Cuando cierro los ojos, antes de dormir, aún puedo escuchar el llanto de mi bebé. Fue hace algunos años ya, pero la herida todavía es grotesca, me derrama la sangre y me agota la vida. Las drogas a veces me ayudan a mitigar el recuerdo, pero la imagen de mi criatura la llevo impresa en los parpados. No sé cuántas veces he intentado quitarme la vida; pero el bastardo de Oscar no me deja. Lo que me da de beber no es suficiente para ahogarme, lo que me da para fumar nunca me seca los pulmones, y lo que me inyecta nunca hace que me hierva la sangre. Aquí me tiene encerrada. Haciéndole los encargos a sus amigos. Siempre callada, siempre tranquila. Pero nunca muerta.

Según entendí mientras crecía, a mí y a mi padre nos abandonó mi madre cuando apenas era yo un bebé. De todas las heridas que he contraído, esa fue la primera. Mi papá nunca fue, en verdad, un padre.
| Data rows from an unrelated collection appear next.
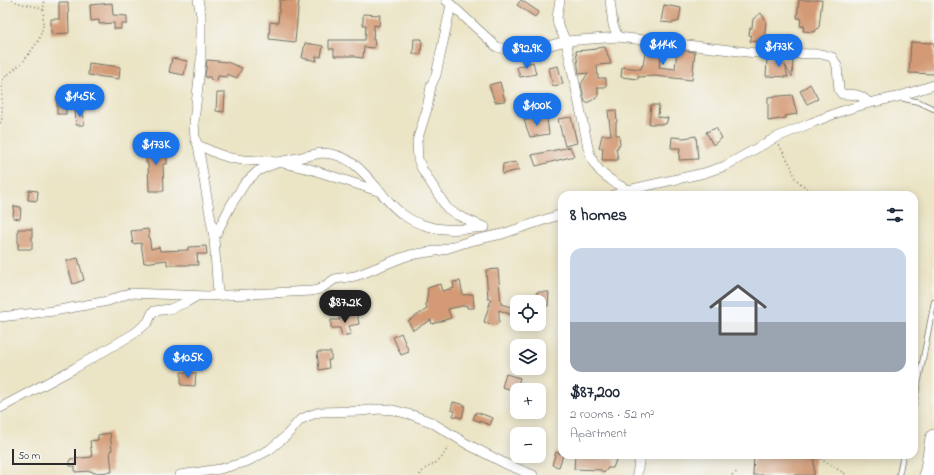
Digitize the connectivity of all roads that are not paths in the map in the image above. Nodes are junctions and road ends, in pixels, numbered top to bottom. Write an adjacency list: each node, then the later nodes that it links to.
1 (198, 0): 11 (street)
2 (560, 0): 6 (street)
3 (610, 0): 5 (street)
4 (448, 2): 6 (street); 17 (street)
5 (618, 36): 6 (street); 9 (street)
6 (566, 41): 13 (street)
7 (934, 85): 8 (street)
8 (897, 97): 9 (street); 10 (lane)
9 (869, 103): 14 (street)
10 (934, 109)
11 (198, 145): 12 (street); 19 (street)
12 (279, 162): 15 (street); 15 (street); 19 (street)
13 (628, 191)
14 (638, 191)
15 (381, 192): 17 (street)
16 (558, 215): 18 (street)
17 (485, 227): 18 (street)
18 (502, 234): 21 (street)
19 (214, 238): 21 (street)
20 (198, 296): 21 (street); 23 (street); 25 (street)
21 (218, 296)
22 (934, 302): 24 (lane)
23 (0, 317)
24 (918, 384)
25 (0, 408)
26 (934, 438): 33 (highway)
27 (639, 459): 31 (street)
28 (902, 459): 32 (lane)
29 (180, 475): 30 (street)
30 (533, 475)
31 (637, 475)
32 (899, 475)
33 (928, 475)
En el sentido estricto de la palabra, claro que lo fue, el embarazó a mi madre (o al menos eso entendí yo), pero nunca me cuidó, nunca me abrazó, no me alimentó, ni me enseñó a limpiarme o vestirme o hablar o nada. Siempre me culpó de que mi mamá lo dejara, decía que yo la había puesto loca. Me tenía ahí solo para cobrar la ayuda del gobierno. Y con eso se financiaba los licores. Pero eso sí, siempre hubo comida en casa, muy poca, pero siempre había. Creo que eso era lo único que hacía por mí. Aprendí desde muy pequeña a quedarme callada, porqué cuando vi que los otros niños de la cuadra iban a la escuela y pregunté por qué yo no, me dio una bofetada y un regaño que todavía en recuerdos me hacen temblar. Todo lo que aprendí fue en la calle.
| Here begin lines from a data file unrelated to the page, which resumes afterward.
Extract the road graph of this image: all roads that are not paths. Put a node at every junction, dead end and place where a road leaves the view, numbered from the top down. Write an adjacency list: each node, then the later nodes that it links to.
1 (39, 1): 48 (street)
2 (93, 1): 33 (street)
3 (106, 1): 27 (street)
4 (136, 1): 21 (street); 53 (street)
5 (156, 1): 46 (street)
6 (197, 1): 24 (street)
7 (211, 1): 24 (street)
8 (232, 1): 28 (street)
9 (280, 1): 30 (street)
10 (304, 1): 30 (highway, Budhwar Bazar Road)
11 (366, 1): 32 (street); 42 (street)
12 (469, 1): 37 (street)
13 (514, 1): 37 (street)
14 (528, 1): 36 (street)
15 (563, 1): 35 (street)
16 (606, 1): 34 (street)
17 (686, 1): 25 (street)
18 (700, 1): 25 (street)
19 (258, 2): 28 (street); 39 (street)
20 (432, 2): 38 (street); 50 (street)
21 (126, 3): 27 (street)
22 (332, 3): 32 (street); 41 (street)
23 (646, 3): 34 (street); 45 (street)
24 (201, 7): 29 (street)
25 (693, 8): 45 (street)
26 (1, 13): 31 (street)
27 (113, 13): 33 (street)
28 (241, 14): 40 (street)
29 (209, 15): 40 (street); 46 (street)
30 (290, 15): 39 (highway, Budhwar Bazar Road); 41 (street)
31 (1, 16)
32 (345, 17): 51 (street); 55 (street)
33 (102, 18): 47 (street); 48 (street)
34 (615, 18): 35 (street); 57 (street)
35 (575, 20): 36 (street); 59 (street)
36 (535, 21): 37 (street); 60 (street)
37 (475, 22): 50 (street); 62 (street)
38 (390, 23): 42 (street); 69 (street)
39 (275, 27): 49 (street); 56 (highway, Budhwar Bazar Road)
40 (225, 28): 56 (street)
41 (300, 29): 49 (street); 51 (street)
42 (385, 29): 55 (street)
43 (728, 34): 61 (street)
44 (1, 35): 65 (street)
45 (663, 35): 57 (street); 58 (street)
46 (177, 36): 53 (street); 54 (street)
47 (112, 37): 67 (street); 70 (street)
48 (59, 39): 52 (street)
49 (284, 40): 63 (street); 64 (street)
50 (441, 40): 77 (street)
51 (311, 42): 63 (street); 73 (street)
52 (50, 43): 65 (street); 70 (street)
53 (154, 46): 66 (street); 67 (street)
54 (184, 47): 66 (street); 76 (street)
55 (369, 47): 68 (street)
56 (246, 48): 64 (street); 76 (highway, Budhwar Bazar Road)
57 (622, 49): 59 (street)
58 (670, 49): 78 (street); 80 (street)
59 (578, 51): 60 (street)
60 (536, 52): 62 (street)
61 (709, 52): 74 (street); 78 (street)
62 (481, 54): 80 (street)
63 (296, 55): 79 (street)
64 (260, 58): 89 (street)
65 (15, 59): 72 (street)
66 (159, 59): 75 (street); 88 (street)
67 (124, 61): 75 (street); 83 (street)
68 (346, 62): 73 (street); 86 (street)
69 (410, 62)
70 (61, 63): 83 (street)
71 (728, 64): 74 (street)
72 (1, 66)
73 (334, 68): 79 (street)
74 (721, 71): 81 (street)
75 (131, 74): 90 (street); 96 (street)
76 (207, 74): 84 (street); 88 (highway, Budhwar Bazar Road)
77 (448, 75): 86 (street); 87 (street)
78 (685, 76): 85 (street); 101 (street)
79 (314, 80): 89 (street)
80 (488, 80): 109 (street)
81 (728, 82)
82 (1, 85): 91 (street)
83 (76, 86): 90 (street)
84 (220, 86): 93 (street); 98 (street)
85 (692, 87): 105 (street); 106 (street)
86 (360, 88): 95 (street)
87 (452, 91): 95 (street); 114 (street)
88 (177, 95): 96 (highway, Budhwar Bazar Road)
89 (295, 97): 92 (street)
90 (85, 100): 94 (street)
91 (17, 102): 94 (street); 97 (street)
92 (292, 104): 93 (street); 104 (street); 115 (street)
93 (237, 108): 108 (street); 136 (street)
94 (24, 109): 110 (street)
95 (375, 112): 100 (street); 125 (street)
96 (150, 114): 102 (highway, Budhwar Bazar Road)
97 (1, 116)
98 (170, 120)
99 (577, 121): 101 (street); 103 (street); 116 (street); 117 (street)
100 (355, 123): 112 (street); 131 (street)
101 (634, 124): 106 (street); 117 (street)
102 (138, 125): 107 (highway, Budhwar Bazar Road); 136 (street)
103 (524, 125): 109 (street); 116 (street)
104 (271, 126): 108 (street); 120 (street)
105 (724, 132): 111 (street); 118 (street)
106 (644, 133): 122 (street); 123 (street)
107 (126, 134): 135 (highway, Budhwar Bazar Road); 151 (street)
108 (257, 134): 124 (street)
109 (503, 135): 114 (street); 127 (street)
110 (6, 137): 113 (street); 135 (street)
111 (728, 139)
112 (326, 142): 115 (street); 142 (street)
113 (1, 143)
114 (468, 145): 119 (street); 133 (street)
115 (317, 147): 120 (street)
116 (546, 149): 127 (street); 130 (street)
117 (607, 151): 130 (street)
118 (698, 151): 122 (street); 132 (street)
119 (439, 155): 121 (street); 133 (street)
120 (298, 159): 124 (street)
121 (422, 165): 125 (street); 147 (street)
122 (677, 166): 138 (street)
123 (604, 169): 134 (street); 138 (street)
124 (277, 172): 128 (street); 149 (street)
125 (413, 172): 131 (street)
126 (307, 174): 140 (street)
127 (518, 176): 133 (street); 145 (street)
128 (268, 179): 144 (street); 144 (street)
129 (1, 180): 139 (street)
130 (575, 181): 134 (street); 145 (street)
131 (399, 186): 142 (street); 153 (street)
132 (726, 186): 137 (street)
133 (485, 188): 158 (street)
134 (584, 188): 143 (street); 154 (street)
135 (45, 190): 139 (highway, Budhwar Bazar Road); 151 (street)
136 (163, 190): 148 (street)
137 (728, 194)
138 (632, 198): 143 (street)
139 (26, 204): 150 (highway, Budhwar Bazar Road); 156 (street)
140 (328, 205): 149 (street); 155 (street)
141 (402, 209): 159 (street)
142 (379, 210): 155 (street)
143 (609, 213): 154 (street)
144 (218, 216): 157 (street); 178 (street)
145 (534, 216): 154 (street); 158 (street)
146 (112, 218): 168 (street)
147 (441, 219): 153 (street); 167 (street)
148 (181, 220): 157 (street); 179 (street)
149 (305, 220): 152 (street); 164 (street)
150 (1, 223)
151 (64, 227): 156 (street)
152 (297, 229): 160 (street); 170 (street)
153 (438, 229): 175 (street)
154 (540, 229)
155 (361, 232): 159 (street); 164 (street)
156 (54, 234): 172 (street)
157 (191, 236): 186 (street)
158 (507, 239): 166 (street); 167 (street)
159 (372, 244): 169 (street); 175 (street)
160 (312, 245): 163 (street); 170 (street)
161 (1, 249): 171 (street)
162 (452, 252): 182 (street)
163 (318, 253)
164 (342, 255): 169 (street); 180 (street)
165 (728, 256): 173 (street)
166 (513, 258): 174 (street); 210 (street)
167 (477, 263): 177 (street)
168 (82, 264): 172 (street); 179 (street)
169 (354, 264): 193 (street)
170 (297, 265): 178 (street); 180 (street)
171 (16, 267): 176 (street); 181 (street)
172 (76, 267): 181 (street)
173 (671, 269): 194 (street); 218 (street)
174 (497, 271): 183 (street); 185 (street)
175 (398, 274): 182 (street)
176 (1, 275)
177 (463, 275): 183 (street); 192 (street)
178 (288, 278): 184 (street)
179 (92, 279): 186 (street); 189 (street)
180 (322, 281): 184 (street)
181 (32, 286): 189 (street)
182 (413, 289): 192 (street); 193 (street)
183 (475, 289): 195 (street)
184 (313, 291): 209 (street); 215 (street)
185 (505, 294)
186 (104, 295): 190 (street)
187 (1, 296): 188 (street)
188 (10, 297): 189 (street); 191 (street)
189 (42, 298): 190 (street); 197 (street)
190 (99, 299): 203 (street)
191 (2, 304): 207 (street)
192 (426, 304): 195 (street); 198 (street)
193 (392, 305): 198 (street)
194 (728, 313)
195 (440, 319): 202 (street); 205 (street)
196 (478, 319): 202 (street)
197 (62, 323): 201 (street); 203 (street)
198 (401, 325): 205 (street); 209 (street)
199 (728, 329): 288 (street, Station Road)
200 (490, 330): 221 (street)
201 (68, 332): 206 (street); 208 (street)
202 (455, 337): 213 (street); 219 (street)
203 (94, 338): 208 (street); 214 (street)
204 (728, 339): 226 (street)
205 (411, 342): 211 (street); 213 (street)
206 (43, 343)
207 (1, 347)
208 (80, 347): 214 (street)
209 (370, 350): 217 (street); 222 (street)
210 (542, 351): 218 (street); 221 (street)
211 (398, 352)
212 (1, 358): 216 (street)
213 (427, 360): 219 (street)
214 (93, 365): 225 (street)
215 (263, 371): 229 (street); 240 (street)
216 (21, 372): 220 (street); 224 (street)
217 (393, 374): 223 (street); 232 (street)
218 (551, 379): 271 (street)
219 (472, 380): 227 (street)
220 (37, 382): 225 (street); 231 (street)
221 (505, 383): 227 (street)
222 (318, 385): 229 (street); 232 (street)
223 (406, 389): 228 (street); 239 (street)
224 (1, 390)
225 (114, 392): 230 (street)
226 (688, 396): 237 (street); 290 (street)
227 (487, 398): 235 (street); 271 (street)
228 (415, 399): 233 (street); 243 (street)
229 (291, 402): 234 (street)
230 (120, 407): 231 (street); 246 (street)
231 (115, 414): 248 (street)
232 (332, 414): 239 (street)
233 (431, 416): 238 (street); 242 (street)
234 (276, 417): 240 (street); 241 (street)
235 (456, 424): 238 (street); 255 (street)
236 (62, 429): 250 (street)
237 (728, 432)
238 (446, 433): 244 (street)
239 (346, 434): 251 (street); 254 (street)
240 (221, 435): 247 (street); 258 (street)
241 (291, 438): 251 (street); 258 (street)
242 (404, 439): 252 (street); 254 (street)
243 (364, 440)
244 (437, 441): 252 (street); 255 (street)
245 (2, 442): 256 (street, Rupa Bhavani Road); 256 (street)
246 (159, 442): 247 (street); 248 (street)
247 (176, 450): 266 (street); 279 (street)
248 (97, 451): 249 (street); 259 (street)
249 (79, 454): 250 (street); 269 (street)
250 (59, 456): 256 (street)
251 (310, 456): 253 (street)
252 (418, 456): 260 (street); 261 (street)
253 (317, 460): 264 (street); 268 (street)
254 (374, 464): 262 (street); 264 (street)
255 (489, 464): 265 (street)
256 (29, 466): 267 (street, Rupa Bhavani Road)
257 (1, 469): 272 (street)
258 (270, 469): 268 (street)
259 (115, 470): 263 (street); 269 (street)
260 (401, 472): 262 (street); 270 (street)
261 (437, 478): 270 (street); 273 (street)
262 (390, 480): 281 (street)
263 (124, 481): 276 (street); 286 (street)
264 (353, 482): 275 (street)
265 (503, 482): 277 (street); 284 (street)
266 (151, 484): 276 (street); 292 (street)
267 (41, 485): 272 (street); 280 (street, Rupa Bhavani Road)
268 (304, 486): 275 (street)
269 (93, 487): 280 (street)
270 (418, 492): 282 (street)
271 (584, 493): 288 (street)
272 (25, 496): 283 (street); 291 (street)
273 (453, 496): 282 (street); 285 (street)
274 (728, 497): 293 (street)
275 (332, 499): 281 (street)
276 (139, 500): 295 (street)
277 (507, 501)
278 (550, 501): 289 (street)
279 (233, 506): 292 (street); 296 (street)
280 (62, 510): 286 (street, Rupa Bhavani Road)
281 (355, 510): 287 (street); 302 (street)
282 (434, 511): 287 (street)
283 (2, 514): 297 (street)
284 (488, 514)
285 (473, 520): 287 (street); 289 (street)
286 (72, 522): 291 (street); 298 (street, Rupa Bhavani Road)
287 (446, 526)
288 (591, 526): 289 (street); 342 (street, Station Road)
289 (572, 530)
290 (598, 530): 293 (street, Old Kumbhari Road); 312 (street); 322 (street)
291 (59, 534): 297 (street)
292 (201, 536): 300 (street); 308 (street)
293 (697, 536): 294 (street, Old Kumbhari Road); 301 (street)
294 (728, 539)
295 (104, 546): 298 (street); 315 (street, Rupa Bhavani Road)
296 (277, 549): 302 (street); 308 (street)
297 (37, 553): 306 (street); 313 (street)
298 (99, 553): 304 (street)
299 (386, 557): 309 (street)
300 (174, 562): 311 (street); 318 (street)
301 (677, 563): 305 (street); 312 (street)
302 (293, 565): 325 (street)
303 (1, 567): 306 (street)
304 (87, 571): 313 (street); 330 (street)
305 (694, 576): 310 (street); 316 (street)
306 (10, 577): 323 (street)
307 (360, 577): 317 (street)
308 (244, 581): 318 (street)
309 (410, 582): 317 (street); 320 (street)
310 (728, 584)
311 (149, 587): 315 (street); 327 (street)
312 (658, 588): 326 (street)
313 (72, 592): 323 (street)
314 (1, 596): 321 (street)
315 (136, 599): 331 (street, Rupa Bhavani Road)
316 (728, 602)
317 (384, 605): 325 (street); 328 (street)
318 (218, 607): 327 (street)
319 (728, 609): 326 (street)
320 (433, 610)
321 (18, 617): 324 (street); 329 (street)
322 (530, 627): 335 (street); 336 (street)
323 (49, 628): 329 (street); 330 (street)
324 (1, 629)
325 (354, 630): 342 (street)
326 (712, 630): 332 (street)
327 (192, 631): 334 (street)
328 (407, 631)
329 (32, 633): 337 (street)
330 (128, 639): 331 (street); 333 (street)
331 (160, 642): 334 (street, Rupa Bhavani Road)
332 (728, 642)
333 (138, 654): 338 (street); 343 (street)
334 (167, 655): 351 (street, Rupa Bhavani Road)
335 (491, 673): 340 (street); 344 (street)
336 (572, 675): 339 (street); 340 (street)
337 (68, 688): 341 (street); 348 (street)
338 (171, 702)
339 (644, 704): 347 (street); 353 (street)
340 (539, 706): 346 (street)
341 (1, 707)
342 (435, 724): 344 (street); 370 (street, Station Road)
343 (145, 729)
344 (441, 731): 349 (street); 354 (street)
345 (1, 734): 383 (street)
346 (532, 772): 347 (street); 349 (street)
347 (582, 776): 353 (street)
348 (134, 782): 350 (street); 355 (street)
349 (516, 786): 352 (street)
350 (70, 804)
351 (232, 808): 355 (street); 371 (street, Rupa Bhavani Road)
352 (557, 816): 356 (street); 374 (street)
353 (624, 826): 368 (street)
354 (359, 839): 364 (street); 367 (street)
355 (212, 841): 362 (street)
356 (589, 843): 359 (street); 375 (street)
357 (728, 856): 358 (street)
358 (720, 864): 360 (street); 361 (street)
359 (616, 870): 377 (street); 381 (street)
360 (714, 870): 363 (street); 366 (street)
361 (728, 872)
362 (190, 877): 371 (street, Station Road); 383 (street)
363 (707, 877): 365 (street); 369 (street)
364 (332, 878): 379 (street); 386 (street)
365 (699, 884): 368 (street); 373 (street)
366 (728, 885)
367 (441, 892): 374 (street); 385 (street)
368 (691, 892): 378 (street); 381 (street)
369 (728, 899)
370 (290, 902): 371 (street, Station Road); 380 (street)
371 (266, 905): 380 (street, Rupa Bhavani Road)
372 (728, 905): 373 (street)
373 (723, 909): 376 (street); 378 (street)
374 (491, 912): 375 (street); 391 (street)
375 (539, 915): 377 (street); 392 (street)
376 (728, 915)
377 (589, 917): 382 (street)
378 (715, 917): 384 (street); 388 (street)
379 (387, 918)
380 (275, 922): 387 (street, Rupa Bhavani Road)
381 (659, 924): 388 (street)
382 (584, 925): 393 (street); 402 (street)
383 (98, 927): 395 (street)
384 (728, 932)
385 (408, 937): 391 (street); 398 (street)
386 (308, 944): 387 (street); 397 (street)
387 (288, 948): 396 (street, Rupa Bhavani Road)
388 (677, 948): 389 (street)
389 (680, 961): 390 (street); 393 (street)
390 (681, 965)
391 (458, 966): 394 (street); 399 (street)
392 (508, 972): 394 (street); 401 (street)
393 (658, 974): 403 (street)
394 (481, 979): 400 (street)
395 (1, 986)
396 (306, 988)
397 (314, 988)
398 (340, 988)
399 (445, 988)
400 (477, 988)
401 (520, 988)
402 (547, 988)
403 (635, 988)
Y fue justo en la calle que conocí a Oscar. Tenía yo algunos trece años, no pudieron haber sido más. Se me acercó cuando me vio caminando por la calle. Me vio temerosa, obviamente, pero con la promesa de alimento me conquistó. Me dijo que me buscaría nuevamente y no presté mucha atención. Pero al otro día lo vi de nuevo. Y de nuevo me dio de comer. Y así todos los días, hasta que ya no le tuve miedo. Entonces me llevó a comprar ropa. Me dejó escoger lo que yo quisiera, sin peros. Él solamente eligió una cosa: un vestido azul, de verano. Con tirantes delgados y entallado en la cintura. Me dio pena ponérmelo porque se me veían las rodillas, que no estaban limpias. Pero me dijo que me veía muy bonita y me sonrió. Y creo que yo también sonreí. Cuando me dejó en mi casa me dio un beso en la boca, y me dijo que pasaría algo de tiempo antes de vernos de nuevo. Todos los días del mes que no lo vi me puse el vestido. Las señoras de en frente me enseñaron a mover el cabello y a caminar moviendo la cadera. Un día me robé un jabón y me bañé como pude, con una llave de agua que había afuera de la casa. Cada que pensaba en ese beso se me aceleraba el corazón. Y el día que escuché la moto de Oscar subiendo la calle, no pude hacer más que correr a ponerme el vestido y arreglarme el pelo como pude. Cuando llegó, ni siquiera se pudo bajar de la moto y ya estaba yo abrazándolo, diciéndole cuanto lo extrañé.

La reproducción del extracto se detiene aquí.